Yadier Molina (St. Louis Cardinals catching legend, nine Gold Gloves, two World Series rings), turning 44. Liu Xiang) (Chinese hurdler, 2004 Olympic 110m gold, China's first men's athletics gold), turning 43. Guillermo Ochoa (Mexican goalkeeper named to six straight World Cup squads), turning 41. Faf du Plessis (former South Africa cricket captain), turning 42. Cody Bellinger (Yankees outfielder, 2019 NL MVP), turning 31. Shin-Soo Choo (South Korean MLB outfielder for the Mariners, Indians, Reds and Rangers), turning 44. DJ LeMahieu (MLB infielder for the Cubs, Rockies and Yankees, a batting champion), turning 38. David Thompson) ("Skywalker," NBA Hall of Famer who led NC State to the 1974 title), turning 72. Spud Webb (the 5-foot-7 guard who won the 1986 NBA Slam Dunk Contest), turning 63. Josh Hines-Allen (Jacksonville Jaguars defensive end, two Pro Bowls), turning 29. Craig Bellamy (head coach of Wales, former Liverpool and Manchester City forward), turning 47. Roberto Martinez (football manager, recently boss of the Portugal national team), turning 53. Jarno Trulli (Formula 1 driver, winner of the 2004 Monaco Grand Prix), turning 52. Thierry Boutsen (Belgian Formula 1 driver, three Grand Prix wins), turning 69.

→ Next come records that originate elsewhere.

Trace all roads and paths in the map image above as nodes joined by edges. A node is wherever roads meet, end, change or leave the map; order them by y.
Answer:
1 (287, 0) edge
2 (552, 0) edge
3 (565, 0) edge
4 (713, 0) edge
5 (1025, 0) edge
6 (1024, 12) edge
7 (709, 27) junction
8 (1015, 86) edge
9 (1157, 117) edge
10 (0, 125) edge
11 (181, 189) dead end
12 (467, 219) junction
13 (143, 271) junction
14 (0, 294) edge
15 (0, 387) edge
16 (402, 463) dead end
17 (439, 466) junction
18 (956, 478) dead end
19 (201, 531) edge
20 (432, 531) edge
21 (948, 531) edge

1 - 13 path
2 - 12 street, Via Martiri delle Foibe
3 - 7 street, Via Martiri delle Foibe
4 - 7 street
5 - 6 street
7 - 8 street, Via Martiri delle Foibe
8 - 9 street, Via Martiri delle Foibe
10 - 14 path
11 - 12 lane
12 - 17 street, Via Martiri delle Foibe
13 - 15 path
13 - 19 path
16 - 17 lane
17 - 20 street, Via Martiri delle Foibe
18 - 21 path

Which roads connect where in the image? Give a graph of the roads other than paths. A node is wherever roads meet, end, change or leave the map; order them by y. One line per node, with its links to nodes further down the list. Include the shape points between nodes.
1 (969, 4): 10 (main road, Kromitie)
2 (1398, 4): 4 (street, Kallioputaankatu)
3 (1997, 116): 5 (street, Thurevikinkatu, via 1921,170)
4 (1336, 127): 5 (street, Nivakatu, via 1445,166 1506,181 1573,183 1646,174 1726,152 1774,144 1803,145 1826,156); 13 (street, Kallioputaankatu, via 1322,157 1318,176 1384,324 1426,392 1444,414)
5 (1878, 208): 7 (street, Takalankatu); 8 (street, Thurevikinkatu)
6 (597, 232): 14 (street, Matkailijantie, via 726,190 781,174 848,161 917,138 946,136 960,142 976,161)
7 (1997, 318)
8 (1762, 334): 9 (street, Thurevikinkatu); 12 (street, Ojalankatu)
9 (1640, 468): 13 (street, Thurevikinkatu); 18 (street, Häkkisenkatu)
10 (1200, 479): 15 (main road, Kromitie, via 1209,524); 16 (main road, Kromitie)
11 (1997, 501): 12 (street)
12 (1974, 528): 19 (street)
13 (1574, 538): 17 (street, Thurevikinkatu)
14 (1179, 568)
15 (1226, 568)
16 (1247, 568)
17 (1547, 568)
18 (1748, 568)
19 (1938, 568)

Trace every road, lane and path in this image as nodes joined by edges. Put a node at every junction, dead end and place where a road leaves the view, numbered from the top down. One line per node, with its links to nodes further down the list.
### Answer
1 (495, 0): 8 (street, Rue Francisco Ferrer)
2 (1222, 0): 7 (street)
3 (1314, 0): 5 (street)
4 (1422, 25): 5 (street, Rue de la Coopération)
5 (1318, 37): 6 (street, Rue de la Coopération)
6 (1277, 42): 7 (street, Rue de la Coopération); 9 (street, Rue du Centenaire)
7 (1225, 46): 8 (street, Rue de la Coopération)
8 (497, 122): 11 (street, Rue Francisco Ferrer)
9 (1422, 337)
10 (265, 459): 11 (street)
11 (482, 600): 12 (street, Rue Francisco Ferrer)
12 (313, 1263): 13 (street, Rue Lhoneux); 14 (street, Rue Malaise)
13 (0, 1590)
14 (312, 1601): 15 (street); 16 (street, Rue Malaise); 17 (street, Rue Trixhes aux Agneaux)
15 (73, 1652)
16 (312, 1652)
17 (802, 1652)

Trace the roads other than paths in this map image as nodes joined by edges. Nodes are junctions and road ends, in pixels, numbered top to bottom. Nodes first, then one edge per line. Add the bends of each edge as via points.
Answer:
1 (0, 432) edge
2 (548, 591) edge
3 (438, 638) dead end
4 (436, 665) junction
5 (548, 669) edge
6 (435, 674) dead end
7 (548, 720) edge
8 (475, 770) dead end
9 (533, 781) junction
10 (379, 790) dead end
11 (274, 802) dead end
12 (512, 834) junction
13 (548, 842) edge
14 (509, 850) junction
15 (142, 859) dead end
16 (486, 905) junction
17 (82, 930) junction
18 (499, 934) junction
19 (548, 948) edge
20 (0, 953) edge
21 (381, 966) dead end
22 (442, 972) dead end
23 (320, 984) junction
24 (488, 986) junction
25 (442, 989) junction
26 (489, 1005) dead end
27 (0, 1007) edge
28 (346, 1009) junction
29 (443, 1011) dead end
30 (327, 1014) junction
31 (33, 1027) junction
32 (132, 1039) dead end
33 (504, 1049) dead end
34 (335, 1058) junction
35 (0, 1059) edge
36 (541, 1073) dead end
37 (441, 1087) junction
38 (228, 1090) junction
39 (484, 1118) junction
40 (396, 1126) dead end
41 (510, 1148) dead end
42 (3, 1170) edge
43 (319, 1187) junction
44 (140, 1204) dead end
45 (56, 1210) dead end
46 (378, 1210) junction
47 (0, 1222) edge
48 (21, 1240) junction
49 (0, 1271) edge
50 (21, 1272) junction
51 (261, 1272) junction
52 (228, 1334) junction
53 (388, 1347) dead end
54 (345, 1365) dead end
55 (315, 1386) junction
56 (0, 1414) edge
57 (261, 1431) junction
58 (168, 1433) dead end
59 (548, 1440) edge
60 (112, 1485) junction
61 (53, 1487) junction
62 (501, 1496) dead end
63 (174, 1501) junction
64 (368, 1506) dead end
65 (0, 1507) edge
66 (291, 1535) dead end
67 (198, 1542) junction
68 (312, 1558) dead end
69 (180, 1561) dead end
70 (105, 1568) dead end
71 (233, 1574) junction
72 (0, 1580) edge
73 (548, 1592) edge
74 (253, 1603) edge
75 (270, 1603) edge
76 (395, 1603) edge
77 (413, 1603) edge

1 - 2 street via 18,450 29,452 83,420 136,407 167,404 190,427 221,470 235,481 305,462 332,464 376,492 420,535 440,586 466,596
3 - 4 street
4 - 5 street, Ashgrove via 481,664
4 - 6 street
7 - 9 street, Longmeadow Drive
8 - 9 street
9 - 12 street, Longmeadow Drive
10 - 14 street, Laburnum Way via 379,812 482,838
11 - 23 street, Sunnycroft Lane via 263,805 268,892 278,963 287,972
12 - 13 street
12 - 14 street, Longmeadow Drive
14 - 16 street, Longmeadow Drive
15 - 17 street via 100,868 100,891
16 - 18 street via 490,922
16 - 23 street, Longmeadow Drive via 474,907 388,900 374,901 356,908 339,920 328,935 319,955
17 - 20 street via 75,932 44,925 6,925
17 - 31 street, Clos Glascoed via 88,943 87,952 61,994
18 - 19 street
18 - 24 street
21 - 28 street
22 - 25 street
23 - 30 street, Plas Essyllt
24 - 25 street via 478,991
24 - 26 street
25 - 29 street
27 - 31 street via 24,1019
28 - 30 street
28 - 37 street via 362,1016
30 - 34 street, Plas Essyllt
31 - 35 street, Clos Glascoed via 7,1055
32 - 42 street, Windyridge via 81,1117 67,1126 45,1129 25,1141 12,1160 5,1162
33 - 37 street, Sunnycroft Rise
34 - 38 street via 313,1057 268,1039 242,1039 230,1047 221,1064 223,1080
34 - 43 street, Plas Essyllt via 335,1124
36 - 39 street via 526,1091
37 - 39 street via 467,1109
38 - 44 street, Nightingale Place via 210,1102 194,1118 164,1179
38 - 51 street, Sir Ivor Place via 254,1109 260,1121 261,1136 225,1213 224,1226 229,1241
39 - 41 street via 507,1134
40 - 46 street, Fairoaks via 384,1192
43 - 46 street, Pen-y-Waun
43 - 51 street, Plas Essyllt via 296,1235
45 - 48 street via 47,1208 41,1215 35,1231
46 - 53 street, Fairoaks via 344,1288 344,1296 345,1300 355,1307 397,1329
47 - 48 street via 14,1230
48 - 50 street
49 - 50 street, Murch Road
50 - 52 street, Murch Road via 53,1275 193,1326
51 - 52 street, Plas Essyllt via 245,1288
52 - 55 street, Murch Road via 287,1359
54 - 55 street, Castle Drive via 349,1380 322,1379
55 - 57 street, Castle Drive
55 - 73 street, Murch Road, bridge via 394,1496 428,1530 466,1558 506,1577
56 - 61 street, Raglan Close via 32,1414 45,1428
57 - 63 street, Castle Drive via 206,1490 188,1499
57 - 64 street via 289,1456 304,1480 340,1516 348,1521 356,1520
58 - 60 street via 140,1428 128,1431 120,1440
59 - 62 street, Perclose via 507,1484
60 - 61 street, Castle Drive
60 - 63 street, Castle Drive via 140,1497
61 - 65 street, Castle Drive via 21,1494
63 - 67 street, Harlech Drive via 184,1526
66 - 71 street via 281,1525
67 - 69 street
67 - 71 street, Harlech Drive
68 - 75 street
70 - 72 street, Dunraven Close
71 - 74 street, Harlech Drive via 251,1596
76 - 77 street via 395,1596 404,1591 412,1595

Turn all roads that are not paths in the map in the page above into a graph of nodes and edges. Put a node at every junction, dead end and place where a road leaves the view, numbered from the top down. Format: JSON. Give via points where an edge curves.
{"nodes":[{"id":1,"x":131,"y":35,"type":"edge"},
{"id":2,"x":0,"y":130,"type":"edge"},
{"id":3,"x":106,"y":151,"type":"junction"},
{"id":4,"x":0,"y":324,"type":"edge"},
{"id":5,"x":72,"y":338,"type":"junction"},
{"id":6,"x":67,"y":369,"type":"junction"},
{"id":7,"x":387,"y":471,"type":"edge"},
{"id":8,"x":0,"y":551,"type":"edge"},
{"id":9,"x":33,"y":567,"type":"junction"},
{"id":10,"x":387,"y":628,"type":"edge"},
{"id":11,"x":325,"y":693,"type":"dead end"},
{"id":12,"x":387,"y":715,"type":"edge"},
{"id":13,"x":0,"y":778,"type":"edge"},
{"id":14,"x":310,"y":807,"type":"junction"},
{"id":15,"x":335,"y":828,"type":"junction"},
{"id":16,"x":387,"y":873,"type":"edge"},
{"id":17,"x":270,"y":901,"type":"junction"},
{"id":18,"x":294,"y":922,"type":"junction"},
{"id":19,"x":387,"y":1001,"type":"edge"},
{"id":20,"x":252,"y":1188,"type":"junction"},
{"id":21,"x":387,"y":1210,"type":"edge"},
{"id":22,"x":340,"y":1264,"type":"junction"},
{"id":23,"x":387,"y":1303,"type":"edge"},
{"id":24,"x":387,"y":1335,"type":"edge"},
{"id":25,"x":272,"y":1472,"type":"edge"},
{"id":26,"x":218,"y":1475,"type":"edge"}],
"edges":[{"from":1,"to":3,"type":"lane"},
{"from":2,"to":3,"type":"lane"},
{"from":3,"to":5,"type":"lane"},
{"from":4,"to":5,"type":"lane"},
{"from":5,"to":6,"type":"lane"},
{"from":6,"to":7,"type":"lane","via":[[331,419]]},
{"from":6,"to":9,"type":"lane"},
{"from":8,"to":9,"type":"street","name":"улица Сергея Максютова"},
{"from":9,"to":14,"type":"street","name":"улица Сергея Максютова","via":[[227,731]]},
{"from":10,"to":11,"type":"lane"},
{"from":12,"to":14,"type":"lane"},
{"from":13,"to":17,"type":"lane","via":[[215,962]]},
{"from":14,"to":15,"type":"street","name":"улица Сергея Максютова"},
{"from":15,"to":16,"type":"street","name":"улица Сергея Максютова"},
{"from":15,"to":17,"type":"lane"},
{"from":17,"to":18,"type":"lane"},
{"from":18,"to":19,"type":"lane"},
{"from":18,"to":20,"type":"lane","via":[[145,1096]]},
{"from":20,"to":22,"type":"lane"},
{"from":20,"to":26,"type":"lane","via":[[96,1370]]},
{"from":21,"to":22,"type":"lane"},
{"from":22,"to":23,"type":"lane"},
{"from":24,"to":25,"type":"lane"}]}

World, science, letters, and media

Ma Ying-jeou (president of Taiwan, 2008 to 2016), turning 76. Richard Marles (Australia's deputy prime minister and defence minister since 2022), turning 59. Jose Andres (chef and founder of World Central Kitchen, which feeds millions after disasters), turning 57. James H. Harvey (Tuskegee Airman and the first Black US Air Force jet fighter pilot to fly combat in Korea), turning 103. Aleksei Yeliseyev (Soviet cosmonaut who flew Soyuz 5, 8, and 10), turning 92. George Nelson) (NASA astronaut on three shuttle missions), turning 76. Ghillean Prance (botanist and former director of the Royal Botanic Gardens, Kew), turning 89. Earl Lovelace (Trinidadian novelist and playwright), turning 91. R.J. Palacio (author of the bestseller Wonder), turning 63. Carl Zimmer (science writer, and the only writer with a species of tapeworm named after him), turning 60. Ian Hislop (editor of Private Eye and a team captain on Have I Got News for You since 1990), turning 66. Tony Kornheiser (co-host of ESPN's Pardon the Interruption), turning 78. Johnny Gilbert (the announcer of Jeopardy! since 1984), turning 98. Bartholomew Nnaji (Nigerian engineer, founder of Geometric Power, former minister of power), turning 70. Sean Waltman (wrestler known as the 1-2-3 Kid and X-Pac), turning 54.

If someone you love shares this date, that is the real gift of these lists. See you tomorrow.